PROBLEM STATEMENT: When you reach the records, transcribe all of them exactly.

Extracted data entries:
=-=-=

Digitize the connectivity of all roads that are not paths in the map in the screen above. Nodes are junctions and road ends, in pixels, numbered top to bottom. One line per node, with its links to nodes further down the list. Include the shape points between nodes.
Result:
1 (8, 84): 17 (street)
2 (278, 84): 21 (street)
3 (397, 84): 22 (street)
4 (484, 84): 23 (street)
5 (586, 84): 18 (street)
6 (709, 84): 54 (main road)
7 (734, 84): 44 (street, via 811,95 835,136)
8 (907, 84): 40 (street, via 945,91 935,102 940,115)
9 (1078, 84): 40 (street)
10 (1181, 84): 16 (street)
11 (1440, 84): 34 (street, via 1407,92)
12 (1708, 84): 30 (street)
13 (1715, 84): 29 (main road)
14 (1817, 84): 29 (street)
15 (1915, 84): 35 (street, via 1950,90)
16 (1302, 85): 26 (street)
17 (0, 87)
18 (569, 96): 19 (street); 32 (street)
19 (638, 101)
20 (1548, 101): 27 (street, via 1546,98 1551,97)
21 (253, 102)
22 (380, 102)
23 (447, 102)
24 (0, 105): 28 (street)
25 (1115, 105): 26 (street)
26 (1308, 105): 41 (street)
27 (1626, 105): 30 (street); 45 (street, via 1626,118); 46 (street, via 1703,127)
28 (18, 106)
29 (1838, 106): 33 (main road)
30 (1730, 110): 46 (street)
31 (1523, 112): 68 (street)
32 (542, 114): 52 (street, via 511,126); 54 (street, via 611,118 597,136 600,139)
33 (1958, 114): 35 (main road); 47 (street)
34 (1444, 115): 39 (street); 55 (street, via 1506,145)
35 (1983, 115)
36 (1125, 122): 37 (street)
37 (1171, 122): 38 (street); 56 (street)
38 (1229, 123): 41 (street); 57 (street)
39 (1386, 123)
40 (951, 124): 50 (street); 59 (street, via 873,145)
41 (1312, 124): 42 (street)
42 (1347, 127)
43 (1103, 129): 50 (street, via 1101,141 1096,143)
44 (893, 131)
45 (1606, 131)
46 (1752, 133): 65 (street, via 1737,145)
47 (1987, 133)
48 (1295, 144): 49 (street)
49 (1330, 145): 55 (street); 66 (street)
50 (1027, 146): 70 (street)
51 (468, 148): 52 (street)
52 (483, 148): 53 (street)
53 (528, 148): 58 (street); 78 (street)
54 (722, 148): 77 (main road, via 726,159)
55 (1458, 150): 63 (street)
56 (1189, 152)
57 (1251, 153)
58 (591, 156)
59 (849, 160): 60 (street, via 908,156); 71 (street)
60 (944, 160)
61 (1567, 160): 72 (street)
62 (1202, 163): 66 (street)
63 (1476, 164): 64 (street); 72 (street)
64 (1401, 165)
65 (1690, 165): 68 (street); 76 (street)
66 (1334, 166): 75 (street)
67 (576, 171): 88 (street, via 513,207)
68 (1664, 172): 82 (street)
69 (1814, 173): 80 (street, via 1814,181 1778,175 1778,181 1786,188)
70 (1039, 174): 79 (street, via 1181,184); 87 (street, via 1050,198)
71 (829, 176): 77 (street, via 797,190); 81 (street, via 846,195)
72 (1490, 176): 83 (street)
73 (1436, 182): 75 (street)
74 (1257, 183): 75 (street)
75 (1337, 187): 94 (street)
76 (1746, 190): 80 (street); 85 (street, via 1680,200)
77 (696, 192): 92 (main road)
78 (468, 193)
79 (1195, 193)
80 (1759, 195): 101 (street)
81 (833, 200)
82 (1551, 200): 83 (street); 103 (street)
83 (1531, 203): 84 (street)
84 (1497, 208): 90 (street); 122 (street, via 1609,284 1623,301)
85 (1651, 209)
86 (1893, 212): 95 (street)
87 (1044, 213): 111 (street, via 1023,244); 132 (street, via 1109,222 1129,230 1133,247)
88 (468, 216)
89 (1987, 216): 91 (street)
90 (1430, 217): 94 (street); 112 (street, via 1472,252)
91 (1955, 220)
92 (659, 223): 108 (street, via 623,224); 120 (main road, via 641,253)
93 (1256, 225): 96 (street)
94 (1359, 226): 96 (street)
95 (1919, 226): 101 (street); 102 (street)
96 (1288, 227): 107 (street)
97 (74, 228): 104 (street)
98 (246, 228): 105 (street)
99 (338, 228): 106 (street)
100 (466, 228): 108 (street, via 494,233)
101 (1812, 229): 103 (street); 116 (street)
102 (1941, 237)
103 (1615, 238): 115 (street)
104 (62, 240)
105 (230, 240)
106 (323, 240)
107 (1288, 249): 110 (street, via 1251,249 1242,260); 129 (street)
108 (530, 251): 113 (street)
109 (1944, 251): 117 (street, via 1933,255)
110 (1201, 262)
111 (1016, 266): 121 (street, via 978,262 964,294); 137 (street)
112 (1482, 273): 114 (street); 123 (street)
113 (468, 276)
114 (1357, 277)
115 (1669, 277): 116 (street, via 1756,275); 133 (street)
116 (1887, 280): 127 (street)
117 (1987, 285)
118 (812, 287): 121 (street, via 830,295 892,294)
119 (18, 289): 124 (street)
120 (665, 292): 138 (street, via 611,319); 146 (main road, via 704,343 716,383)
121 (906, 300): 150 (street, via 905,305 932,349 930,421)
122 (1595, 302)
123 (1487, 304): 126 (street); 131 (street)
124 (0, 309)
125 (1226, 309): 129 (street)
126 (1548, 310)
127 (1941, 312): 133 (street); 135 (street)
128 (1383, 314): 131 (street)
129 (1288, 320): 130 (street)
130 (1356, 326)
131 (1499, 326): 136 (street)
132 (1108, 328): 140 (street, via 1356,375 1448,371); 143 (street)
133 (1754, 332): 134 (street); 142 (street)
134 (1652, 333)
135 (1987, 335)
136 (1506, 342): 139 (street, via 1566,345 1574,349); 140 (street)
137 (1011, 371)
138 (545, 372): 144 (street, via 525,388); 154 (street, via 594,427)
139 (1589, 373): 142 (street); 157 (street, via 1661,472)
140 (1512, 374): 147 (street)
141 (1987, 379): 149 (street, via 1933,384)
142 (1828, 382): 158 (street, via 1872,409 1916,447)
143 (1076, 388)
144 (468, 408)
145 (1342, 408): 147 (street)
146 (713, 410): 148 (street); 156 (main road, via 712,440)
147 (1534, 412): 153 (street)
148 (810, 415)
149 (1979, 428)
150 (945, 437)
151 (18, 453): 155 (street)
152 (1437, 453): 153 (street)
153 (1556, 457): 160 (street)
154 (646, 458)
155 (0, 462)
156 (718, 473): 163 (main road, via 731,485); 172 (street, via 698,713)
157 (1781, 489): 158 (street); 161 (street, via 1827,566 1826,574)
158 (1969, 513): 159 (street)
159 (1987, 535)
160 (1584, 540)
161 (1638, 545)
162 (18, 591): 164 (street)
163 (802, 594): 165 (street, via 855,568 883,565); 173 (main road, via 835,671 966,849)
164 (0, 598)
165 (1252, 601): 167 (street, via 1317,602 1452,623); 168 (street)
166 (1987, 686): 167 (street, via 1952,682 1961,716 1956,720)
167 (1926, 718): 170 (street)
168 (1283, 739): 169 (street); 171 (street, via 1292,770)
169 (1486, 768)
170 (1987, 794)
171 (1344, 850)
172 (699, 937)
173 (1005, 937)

=-=-=

WRITTEN RESPONSE:
Digitize the connectivity of all roads that are not paths in the map in the screen above. Nodes are junctions and road ends, in pixels, numbered top to bottom. One line per node, with its links to nodes further down the list. Include the shape points between nodes.
Result:
1 (8, 84): 17 (street)
2 (278, 84): 21 (street)
3 (397, 84): 22 (street)
4 (484, 84): 23 (street)
5 (586, 84): 18 (street)
6 (709, 84): 54 (main road)
7 (734, 84): 44 (street, via 811,95 835,136)
8 (907, 84): 40 (street, via 945,91 935,102 940,115)
9 (1078, 84): 40 (street)
10 (1181, 84): 16 (street)
11 (1440, 84): 34 (street, via 1407,92)
12 (1708, 84): 30 (street)
13 (1715, 84): 29 (main road)
14 (1817, 84): 29 (street)
15 (1915, 84): 35 (street, via 1950,90)
16 (1302, 85): 26 (street)
17 (0, 87)
18 (569, 96): 19 (street); 32 (street)
19 (638, 101)
20 (1548, 101): 27 (street, via 1546,98 1551,97)
21 (253, 102)
22 (380, 102)
23 (447, 102)
24 (0, 105): 28 (street)
25 (1115, 105): 26 (street)
26 (1308, 105): 41 (street)
27 (1626, 105): 30 (street); 45 (street, via 1626,118); 46 (street, via 1703,127)
28 (18, 106)
29 (1838, 106): 33 (main road)
30 (1730, 110): 46 (street)
31 (1523, 112): 68 (street)
32 (542, 114): 52 (street, via 511,126); 54 (street, via 611,118 597,136 600,139)
33 (1958, 114): 35 (main road); 47 (street)
34 (1444, 115): 39 (street); 55 (street, via 1506,145)
35 (1983, 115)
36 (1125, 122): 37 (street)
37 (1171, 122): 38 (street); 56 (street)
38 (1229, 123): 41 (street); 57 (street)
39 (1386, 123)
40 (951, 124): 50 (street); 59 (street, via 873,145)
41 (1312, 124): 42 (street)
42 (1347, 127)
43 (1103, 129): 50 (street, via 1101,141 1096,143)
44 (893, 131)
45 (1606, 131)
46 (1752, 133): 65 (street, via 1737,145)
47 (1987, 133)
48 (1295, 144): 49 (street)
49 (1330, 145): 55 (street); 66 (street)
50 (1027, 146): 70 (street)
51 (468, 148): 52 (street)
52 (483, 148): 53 (street)
53 (528, 148): 58 (street); 78 (street)
54 (722, 148): 77 (main road, via 726,159)
55 (1458, 150): 63 (street)
56 (1189, 152)
57 (1251, 153)
58 (591, 156)
59 (849, 160): 60 (street, via 908,156); 71 (street)
60 (944, 160)
61 (1567, 160): 72 (street)
62 (1202, 163): 66 (street)
63 (1476, 164): 64 (street); 72 (street)
64 (1401, 165)
65 (1690, 165): 68 (street); 76 (street)
66 (1334, 166): 75 (street)
67 (576, 171): 88 (street, via 513,207)
68 (1664, 172): 82 (street)
69 (1814, 173): 80 (street, via 1814,181 1778,175 1778,181 1786,188)
70 (1039, 174): 79 (street, via 1181,184); 87 (street, via 1050,198)
71 (829, 176): 77 (street, via 797,190); 81 (street, via 846,195)
72 (1490, 176): 83 (street)
73 (1436, 182): 75 (street)
74 (1257, 183): 75 (street)
75 (1337, 187): 94 (street)
76 (1746, 190): 80 (street); 85 (street, via 1680,200)
77 (696, 192): 92 (main road)
78 (468, 193)
79 (1195, 193)
80 (1759, 195): 101 (street)
81 (833, 200)
82 (1551, 200): 83 (street); 103 (street)
83 (1531, 203): 84 (street)
84 (1497, 208): 90 (street); 122 (street, via 1609,284 1623,301)
85 (1651, 209)
86 (1893, 212): 95 (street)
87 (1044, 213): 111 (street, via 1023,244); 132 (street, via 1109,222 1129,230 1133,247)
88 (468, 216)
89 (1987, 216): 91 (street)
90 (1430, 217): 94 (street); 112 (street, via 1472,252)
91 (1955, 220)
92 (659, 223): 108 (street, via 623,224); 120 (main road, via 641,253)
93 (1256, 225): 96 (street)
94 (1359, 226): 96 (street)
95 (1919, 226): 101 (street); 102 (street)
96 (1288, 227): 107 (street)
97 (74, 228): 104 (street)
98 (246, 228): 105 (street)
99 (338, 228): 106 (street)
100 (466, 228): 108 (street, via 494,233)
101 (1812, 229): 103 (street); 116 (street)
102 (1941, 237)
103 (1615, 238): 115 (street)
104 (62, 240)
105 (230, 240)
106 (323, 240)
107 (1288, 249): 110 (street, via 1251,249 1242,260); 129 (street)
108 (530, 251): 113 (street)
109 (1944, 251): 117 (street, via 1933,255)
110 (1201, 262)
111 (1016, 266): 121 (street, via 978,262 964,294); 137 (street)
112 (1482, 273): 114 (street); 123 (street)
113 (468, 276)
114 (1357, 277)
115 (1669, 277): 116 (street, via 1756,275); 133 (street)
116 (1887, 280): 127 (street)
117 (1987, 285)
118 (812, 287): 121 (street, via 830,295 892,294)
119 (18, 289): 124 (street)
120 (665, 292): 138 (street, via 611,319); 146 (main road, via 704,343 716,383)
121 (906, 300): 150 (street, via 905,305 932,349 930,421)
122 (1595, 302)
123 (1487, 304): 126 (street); 131 (street)
124 (0, 309)
125 (1226, 309): 129 (street)
126 (1548, 310)
127 (1941, 312): 133 (street); 135 (street)
128 (1383, 314): 131 (street)
129 (1288, 320): 130 (street)
130 (1356, 326)
131 (1499, 326): 136 (street)
132 (1108, 328): 140 (street, via 1356,375 1448,371); 143 (street)
133 (1754, 332): 134 (street); 142 (street)
134 (1652, 333)
135 (1987, 335)
136 (1506, 342): 139 (street, via 1566,345 1574,349); 140 (street)
137 (1011, 371)
138 (545, 372): 144 (street, via 525,388); 154 (street, via 594,427)
139 (1589, 373): 142 (street); 157 (street, via 1661,472)
140 (1512, 374): 147 (street)
141 (1987, 379): 149 (street, via 1933,384)
142 (1828, 382): 158 (street, via 1872,409 1916,447)
143 (1076, 388)
144 (468, 408)
145 (1342, 408): 147 (street)
146 (713, 410): 148 (street); 156 (main road, via 712,440)
147 (1534, 412): 153 (street)
148 (810, 415)
149 (1979, 428)
150 (945, 437)
151 (18, 453): 155 (street)
152 (1437, 453): 153 (street)
153 (1556, 457): 160 (street)
154 (646, 458)
155 (0, 462)
156 (718, 473): 163 (main road, via 731,485); 172 (street, via 698,713)
157 (1781, 489): 158 (street); 161 (street, via 1827,566 1826,574)
158 (1969, 513): 159 (street)
159 (1987, 535)
160 (1584, 540)
161 (1638, 545)
162 (18, 591): 164 (street)
163 (802, 594): 165 (street, via 855,568 883,565); 173 (main road, via 835,671 966,849)
164 (0, 598)
165 (1252, 601): 167 (street, via 1317,602 1452,623); 168 (street)
166 (1987, 686): 167 (street, via 1952,682 1961,716 1956,720)
167 (1926, 718): 170 (street)
168 (1283, 739): 169 (street); 171 (street, via 1292,770)
169 (1486, 768)
170 (1987, 794)
171 (1344, 850)
172 (699, 937)
173 (1005, 937)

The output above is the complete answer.